Samsung Rising

(Barry) #1

“I just want you to know that the CEO approved this interview,” he
said, emphasizing the gravity of the invitation. Samsung, he said, typically
does not give interviews on sensitive topics like lawsuits against it.


After riding in a company car through the grubby industrial town of
Suwon and getting cleared past Samsung’s security checkpoint—where
guards checked my old Samsung phone to be sure it had not been
tampered with—we passed within the campus walls, where I saw more
seemingly obligatory coffee shops. After taking a tour of the company
museum, we arrived at the closely guarded premises of the Samsung
Electronics mobile phone unit.


A portly Samsung executive named D.J. Koh, vice president for mobile
research and development, waited for me at the conference table. D.J. had
an imposing presence, a booming voice, and a way of lightening the mood
with his cheesy jokes.


“I feel like the movie star George Clooney. But I will admit my look
and feel are totally different,” he said in the spotlight at a product launch.

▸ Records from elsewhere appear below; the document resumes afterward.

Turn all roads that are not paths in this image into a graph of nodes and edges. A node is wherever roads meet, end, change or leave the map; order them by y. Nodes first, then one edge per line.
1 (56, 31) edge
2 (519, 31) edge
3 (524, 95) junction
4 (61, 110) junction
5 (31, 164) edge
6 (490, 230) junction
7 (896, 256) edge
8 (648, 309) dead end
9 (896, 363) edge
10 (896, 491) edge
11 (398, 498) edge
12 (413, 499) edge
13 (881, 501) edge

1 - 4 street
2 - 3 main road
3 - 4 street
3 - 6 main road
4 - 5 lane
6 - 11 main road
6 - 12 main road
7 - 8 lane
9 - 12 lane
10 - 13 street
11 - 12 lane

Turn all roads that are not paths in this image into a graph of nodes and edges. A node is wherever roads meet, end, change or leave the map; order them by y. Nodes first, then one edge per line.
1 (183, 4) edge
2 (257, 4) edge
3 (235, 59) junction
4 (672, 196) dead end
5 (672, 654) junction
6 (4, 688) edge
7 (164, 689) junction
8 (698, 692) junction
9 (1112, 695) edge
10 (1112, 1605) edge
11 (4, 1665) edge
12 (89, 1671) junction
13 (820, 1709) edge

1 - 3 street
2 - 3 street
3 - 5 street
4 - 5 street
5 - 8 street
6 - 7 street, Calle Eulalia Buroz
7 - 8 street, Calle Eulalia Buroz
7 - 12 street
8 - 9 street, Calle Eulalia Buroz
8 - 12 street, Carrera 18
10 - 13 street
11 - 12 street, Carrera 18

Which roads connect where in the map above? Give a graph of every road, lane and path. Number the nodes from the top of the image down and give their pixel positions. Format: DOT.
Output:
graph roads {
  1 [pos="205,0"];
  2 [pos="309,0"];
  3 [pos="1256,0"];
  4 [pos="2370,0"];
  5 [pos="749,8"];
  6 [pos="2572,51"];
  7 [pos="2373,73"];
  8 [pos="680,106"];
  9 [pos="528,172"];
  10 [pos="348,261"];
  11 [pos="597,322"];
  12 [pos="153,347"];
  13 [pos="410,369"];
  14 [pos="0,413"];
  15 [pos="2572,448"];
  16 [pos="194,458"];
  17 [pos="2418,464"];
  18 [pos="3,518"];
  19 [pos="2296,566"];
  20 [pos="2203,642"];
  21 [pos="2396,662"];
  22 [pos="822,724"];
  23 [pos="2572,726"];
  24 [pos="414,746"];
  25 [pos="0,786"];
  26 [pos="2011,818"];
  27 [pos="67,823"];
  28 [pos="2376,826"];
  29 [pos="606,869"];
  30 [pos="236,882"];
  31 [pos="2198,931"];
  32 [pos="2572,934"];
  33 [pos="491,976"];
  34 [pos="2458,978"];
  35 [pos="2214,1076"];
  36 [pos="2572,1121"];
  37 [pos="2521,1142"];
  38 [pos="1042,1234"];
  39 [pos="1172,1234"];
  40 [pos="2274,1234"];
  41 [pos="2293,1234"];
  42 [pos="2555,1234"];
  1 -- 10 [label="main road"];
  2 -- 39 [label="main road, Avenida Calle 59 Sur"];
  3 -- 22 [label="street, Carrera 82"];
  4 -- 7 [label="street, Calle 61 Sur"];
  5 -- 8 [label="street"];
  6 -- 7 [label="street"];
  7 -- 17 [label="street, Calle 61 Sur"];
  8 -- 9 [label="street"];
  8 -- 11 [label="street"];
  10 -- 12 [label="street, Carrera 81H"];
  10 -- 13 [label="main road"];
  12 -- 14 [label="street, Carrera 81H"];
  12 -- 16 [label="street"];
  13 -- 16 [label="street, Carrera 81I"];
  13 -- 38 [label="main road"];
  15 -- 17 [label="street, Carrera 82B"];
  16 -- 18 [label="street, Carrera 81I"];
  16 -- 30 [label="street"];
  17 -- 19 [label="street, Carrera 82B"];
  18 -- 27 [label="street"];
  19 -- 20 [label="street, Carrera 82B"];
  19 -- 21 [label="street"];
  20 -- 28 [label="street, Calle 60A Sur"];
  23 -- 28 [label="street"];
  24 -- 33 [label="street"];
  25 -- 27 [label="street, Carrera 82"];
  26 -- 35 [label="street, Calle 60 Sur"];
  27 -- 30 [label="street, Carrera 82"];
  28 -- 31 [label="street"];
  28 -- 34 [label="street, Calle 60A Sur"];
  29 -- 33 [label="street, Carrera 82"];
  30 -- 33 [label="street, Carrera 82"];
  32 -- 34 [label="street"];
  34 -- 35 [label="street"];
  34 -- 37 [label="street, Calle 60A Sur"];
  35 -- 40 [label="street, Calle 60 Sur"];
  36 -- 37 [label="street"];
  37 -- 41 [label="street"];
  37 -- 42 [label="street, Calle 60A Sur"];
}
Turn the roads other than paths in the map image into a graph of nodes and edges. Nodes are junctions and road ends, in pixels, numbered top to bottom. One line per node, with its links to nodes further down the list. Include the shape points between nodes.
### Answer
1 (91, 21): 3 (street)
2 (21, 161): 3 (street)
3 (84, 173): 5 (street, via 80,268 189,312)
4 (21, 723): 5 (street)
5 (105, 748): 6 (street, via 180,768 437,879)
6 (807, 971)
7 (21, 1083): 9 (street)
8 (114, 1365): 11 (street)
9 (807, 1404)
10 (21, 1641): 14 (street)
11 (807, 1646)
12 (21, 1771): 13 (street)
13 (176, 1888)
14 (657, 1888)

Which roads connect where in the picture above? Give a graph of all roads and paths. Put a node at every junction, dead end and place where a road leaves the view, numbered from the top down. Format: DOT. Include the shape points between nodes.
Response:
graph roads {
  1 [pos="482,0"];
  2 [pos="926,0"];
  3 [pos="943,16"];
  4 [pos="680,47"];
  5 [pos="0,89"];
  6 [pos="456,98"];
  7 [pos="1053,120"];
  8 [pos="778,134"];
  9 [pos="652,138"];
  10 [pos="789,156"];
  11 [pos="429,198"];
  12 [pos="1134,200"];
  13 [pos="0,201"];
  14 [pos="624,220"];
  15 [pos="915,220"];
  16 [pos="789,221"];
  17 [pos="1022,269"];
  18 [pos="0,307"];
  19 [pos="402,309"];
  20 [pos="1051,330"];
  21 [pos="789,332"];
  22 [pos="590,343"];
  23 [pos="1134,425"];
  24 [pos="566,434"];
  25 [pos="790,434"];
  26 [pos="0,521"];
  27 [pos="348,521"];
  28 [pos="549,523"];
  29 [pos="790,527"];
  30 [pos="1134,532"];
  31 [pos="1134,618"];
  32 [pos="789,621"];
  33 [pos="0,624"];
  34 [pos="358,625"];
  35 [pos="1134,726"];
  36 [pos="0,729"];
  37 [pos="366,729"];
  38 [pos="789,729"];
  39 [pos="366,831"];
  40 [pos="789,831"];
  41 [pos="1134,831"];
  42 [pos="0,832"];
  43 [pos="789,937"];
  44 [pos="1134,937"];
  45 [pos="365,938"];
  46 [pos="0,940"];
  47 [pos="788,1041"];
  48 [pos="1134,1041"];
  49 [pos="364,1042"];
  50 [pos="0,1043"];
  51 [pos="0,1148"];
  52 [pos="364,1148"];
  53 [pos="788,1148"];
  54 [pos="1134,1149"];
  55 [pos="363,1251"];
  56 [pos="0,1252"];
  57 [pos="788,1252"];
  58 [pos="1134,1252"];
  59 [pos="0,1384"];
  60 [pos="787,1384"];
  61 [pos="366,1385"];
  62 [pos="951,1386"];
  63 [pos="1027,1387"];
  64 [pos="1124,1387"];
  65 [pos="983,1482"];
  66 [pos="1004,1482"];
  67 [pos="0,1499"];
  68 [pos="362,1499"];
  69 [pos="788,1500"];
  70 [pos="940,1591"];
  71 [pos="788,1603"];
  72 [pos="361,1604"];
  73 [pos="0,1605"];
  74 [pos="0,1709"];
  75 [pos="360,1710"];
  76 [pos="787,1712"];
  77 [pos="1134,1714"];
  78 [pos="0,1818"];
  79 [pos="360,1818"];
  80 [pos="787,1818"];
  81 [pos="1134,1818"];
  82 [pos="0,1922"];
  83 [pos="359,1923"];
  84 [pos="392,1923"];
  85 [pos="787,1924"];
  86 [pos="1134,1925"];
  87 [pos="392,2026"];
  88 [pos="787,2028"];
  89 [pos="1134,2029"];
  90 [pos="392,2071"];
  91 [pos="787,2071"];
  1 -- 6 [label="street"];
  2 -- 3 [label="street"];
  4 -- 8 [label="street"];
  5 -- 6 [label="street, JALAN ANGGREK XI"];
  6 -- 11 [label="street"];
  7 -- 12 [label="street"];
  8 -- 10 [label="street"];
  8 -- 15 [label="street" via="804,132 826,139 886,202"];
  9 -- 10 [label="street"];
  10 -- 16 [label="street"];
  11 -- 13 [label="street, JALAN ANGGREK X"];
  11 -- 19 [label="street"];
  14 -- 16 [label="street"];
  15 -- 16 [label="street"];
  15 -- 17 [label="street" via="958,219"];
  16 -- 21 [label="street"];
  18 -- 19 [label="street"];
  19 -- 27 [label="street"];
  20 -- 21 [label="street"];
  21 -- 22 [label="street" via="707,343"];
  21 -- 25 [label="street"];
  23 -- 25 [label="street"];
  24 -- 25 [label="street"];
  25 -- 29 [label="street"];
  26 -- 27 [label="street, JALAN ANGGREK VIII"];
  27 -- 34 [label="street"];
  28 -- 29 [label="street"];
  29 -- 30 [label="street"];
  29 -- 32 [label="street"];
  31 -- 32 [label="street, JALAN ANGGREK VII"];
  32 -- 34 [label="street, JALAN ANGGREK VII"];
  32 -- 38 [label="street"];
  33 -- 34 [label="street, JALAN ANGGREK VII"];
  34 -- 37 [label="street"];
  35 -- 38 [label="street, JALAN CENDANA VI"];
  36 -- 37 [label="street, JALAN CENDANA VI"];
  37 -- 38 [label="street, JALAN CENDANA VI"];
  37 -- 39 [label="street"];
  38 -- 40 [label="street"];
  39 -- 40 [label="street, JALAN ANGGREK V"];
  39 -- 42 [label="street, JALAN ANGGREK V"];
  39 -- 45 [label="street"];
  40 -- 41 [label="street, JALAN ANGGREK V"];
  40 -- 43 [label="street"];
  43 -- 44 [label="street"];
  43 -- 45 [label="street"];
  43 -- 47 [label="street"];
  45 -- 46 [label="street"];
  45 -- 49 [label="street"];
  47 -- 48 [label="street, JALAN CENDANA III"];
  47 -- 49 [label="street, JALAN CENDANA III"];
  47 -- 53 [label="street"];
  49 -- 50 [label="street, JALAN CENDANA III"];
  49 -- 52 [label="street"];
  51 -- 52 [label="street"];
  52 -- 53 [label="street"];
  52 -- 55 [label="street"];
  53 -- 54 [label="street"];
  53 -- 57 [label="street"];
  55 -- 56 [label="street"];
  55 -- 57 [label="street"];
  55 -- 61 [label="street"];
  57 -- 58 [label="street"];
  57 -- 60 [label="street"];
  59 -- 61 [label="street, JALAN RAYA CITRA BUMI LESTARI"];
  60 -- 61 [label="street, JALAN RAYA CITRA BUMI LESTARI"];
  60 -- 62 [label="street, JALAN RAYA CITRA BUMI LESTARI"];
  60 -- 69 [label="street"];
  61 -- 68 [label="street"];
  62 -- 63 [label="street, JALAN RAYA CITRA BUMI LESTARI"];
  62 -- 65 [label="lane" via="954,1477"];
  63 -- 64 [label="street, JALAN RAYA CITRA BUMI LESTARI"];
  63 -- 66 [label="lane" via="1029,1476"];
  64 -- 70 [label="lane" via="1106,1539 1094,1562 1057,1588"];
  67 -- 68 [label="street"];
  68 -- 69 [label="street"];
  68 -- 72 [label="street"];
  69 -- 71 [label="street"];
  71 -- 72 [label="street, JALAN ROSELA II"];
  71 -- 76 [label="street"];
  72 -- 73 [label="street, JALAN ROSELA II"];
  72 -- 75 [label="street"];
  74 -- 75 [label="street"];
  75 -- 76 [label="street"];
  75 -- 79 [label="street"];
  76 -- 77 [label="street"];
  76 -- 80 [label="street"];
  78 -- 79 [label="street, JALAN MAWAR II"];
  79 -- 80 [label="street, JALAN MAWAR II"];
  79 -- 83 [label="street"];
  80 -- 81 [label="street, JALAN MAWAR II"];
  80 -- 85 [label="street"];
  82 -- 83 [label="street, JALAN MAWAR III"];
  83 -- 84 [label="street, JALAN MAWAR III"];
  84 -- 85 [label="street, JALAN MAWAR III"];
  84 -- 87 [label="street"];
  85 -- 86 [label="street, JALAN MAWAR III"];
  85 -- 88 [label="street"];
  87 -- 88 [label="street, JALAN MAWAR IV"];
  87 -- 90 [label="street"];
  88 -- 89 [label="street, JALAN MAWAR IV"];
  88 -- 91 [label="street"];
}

You laugh at his jokes not because they’re funny but because they’re
hilariously silly. But D.J. was deadly serious as he faced me at the table
and made a case for Samsung and its strategy against its archrival, Apple.


“Instead of presenting a product and saying, ‘This is it, follow us,’ and
leading the way, we want to satisfy the needs of different preferences of all
the different people, to support their lifestyles.”


Though he never mentioned Apple by name, D.J. was tacitly revealing
Samsung’s strategy in the recently launched smartphone war against Jobs
and Apple. At the time, Apple was the control-freak company with a far
narrower catalog of product lines. The company had little diversity. You
had the choice between the most recent version of the iPhone and the
much bigger iPad. And that was it. They made those who used them cool;
if you didn’t own them, you weren’t cool. As Jobs was famous for saying:
“People don’t know what they want until you show it to them.”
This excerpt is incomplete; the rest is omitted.